Group 4 alkyl complexes as precursors of silica anchored molecular catalysts for the reduction of ketones by hydrogen transfer

Abstract

The silica anchored mononuclear isopropoxides of the elements of group 4, SiOM(O iPr) 3, M=Ti, Zr, Hf, were synthesized via a two-step procedure, comprising: (i) the reaction of the tetraneopentyl complexes MNp 4 with a silica partially dehydroxylated at 500°C; (ii) the reaction of the surface complexes thus obtained with isopropanol. The supported Ti complex is totally inactive for the reduction of ketones by isopropanol; furthermore a significant fraction of titanium leaches into the solution. On the contrary, the zirconium and hafnium complexes are efficient catalysts for the same reaction.
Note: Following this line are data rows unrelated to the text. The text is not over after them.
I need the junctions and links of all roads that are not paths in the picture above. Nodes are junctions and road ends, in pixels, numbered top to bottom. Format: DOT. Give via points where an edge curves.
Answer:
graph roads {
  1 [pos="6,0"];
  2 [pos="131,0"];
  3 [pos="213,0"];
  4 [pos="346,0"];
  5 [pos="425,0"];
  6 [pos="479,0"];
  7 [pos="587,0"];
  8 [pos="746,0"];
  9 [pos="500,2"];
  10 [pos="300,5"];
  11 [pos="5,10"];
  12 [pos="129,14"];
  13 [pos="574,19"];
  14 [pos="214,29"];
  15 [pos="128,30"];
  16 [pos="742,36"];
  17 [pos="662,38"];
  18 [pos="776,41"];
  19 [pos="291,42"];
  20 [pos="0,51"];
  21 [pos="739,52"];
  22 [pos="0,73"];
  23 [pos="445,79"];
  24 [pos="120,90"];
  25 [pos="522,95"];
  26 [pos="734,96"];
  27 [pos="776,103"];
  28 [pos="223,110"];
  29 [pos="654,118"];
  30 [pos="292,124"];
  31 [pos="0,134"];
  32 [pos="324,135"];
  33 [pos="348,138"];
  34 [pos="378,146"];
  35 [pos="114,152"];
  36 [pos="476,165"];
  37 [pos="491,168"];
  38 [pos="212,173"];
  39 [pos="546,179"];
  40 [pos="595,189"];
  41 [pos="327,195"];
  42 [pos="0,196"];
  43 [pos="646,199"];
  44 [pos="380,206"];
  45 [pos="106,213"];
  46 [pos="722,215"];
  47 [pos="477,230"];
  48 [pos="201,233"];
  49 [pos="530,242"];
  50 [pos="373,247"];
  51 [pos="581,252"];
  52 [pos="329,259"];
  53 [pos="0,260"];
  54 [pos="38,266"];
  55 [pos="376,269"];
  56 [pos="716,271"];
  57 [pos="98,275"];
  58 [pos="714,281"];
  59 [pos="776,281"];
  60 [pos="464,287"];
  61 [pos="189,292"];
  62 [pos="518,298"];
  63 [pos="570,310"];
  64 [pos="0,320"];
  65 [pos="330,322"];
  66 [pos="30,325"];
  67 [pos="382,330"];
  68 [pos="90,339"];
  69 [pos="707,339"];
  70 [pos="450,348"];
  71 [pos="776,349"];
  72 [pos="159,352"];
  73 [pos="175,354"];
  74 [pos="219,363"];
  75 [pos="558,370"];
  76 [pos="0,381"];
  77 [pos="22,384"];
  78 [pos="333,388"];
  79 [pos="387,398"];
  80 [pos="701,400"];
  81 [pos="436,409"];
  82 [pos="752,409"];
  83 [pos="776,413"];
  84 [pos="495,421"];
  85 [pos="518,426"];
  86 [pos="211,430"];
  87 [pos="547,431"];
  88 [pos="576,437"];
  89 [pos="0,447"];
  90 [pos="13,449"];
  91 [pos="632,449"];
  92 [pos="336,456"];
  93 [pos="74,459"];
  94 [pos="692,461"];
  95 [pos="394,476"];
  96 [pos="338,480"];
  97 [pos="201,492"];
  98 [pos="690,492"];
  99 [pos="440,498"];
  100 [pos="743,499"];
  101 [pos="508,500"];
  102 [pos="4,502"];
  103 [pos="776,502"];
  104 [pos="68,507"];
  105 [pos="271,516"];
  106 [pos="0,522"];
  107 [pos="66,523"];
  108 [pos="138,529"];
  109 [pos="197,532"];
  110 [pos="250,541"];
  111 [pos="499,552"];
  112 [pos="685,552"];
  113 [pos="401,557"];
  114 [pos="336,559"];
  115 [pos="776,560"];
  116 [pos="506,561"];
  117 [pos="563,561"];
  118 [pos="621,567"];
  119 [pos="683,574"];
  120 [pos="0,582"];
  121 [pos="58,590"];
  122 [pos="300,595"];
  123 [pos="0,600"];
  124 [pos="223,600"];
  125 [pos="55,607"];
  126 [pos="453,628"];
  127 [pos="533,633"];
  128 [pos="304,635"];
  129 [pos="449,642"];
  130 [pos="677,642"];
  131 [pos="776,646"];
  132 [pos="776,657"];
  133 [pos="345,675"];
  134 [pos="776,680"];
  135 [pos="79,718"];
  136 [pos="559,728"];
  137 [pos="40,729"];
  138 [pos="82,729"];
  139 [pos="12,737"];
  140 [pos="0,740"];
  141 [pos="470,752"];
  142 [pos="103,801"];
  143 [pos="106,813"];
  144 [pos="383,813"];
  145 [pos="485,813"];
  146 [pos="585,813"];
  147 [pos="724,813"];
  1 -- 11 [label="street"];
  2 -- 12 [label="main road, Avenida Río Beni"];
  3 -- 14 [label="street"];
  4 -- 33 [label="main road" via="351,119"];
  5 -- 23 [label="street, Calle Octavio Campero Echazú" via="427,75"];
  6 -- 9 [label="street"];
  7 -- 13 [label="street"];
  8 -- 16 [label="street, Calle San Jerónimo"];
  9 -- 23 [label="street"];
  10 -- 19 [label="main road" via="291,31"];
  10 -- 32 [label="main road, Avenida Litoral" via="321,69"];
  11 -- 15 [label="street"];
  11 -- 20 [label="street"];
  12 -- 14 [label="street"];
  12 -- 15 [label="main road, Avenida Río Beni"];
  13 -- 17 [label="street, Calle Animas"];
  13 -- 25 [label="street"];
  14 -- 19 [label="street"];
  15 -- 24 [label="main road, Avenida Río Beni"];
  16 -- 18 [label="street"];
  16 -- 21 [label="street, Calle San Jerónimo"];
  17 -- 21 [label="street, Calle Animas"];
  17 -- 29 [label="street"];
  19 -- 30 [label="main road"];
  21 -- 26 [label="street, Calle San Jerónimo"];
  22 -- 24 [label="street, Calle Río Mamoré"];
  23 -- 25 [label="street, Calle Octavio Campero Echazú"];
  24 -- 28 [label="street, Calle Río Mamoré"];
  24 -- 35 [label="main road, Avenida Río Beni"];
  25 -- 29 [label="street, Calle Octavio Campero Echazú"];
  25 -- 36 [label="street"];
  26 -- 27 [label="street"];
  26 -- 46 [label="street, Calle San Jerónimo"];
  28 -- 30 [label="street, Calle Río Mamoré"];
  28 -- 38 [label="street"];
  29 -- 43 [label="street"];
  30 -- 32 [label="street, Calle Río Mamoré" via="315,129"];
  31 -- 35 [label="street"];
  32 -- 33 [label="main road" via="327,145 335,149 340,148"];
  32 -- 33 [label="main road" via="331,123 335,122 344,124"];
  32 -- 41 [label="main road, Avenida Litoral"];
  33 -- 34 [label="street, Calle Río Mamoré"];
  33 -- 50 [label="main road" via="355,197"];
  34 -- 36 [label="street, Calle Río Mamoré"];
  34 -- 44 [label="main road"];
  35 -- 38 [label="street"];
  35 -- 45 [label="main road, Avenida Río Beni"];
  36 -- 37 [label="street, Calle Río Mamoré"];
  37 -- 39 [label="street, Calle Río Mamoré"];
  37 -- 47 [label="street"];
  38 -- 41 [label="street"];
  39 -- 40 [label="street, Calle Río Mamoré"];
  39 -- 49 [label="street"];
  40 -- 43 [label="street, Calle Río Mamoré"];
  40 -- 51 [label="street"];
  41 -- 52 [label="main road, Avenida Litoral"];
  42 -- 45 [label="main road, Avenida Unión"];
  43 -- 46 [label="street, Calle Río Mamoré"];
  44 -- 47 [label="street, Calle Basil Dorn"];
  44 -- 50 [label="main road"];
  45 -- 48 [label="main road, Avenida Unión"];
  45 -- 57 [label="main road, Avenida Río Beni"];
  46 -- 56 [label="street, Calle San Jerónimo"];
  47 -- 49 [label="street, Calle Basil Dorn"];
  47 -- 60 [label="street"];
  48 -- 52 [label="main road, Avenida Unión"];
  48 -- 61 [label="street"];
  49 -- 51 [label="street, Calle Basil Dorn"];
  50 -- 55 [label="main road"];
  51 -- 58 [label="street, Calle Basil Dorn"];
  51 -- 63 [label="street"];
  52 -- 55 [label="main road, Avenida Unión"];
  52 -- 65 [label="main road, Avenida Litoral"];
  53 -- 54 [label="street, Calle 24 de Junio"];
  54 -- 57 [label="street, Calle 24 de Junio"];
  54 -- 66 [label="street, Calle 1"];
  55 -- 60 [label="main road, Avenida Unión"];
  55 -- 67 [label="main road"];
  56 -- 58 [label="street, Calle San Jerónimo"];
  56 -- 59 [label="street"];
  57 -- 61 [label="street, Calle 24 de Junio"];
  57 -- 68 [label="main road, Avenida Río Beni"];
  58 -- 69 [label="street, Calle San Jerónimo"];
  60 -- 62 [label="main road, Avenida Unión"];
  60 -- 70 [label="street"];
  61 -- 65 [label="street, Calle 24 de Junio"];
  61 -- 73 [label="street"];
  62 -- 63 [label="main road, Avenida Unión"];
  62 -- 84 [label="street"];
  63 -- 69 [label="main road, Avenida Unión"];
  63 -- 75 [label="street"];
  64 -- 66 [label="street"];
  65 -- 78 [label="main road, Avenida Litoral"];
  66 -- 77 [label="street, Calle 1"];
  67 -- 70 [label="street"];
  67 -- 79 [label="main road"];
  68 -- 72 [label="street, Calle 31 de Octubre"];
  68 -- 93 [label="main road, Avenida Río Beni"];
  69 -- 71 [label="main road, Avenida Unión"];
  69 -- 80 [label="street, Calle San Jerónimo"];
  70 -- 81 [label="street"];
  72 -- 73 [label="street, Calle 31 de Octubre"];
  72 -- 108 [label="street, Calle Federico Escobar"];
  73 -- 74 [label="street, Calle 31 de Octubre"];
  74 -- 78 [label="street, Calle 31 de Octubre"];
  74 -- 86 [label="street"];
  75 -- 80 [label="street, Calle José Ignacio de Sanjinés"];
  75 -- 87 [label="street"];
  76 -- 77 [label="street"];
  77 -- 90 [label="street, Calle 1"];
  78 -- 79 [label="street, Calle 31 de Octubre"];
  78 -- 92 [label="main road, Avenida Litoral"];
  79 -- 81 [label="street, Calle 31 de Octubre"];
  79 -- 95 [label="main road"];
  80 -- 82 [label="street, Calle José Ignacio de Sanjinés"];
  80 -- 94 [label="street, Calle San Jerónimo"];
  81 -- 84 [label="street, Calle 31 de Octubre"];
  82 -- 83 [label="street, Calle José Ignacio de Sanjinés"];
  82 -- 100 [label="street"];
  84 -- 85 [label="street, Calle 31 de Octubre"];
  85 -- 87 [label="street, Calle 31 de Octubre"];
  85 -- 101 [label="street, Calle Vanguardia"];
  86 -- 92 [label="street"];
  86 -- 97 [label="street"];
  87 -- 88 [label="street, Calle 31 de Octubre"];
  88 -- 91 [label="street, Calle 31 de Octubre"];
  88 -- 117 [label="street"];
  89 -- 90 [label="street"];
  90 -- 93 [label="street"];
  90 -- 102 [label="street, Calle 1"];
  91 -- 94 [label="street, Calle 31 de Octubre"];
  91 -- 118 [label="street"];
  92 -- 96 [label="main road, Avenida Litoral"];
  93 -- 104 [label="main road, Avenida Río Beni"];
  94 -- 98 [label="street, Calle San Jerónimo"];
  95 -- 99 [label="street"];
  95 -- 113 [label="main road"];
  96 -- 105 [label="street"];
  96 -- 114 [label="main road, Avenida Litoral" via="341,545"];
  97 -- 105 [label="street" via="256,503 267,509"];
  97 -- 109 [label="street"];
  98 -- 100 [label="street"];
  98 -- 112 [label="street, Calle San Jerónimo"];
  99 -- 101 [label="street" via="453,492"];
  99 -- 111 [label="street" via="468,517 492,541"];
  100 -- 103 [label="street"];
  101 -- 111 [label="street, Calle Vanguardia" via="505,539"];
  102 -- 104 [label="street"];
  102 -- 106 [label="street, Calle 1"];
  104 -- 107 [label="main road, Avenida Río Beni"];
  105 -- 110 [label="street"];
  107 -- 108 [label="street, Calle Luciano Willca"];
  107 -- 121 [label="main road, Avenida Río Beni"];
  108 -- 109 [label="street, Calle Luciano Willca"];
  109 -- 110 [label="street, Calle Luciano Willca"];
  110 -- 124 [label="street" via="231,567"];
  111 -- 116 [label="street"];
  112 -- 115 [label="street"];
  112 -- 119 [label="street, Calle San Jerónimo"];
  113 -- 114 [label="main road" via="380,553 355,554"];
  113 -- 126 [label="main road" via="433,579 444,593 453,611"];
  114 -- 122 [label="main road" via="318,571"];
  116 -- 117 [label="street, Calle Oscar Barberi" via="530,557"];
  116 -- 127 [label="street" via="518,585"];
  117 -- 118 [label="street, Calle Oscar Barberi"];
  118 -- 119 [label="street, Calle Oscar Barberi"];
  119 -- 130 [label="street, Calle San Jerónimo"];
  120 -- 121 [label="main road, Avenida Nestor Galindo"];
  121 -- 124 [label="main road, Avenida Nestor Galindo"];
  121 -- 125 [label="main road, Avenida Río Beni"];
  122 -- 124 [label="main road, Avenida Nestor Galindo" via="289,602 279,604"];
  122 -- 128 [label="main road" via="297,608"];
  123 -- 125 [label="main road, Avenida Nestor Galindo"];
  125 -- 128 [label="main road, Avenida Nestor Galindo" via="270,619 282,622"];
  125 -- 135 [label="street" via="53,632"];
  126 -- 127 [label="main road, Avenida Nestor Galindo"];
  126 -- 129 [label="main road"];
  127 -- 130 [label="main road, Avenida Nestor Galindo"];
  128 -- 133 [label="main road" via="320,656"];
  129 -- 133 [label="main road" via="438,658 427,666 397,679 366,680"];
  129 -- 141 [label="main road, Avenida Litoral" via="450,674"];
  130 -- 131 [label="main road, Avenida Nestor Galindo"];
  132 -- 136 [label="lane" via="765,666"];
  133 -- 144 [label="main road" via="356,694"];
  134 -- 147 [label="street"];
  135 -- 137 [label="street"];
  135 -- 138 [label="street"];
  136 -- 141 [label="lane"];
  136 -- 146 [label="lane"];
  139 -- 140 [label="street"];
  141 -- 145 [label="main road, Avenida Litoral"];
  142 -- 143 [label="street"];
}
Their properties are dependent upon the nature of the ketone, the nature of the solvent and are sensitive to the presence of water. Under all conditions so far tested, the supported hafnium catalyst exhibits a higher activity than the zirconium one. The very similar catalytic behaviors of SiOHf(O iPr) 3 and SiOHf(OH) 3, a complex obtained by mild hydrolysis of SiOHfNp 3, are interpreted by the easy substitution of the hydroxy ligands by isopropanol, evidenced by in situ IR spectroscopy; unexpectedly, the reverse reaction is much more difficult. Finally, the better performances of SiOZr(O iPr) 3 when compared to those of a formally similar solid synthesized from Zr(O iPr) 4 and silica highlights the importance of the choice of the precursor and of the surface state of silica to obtain a stable, mononuclear active species.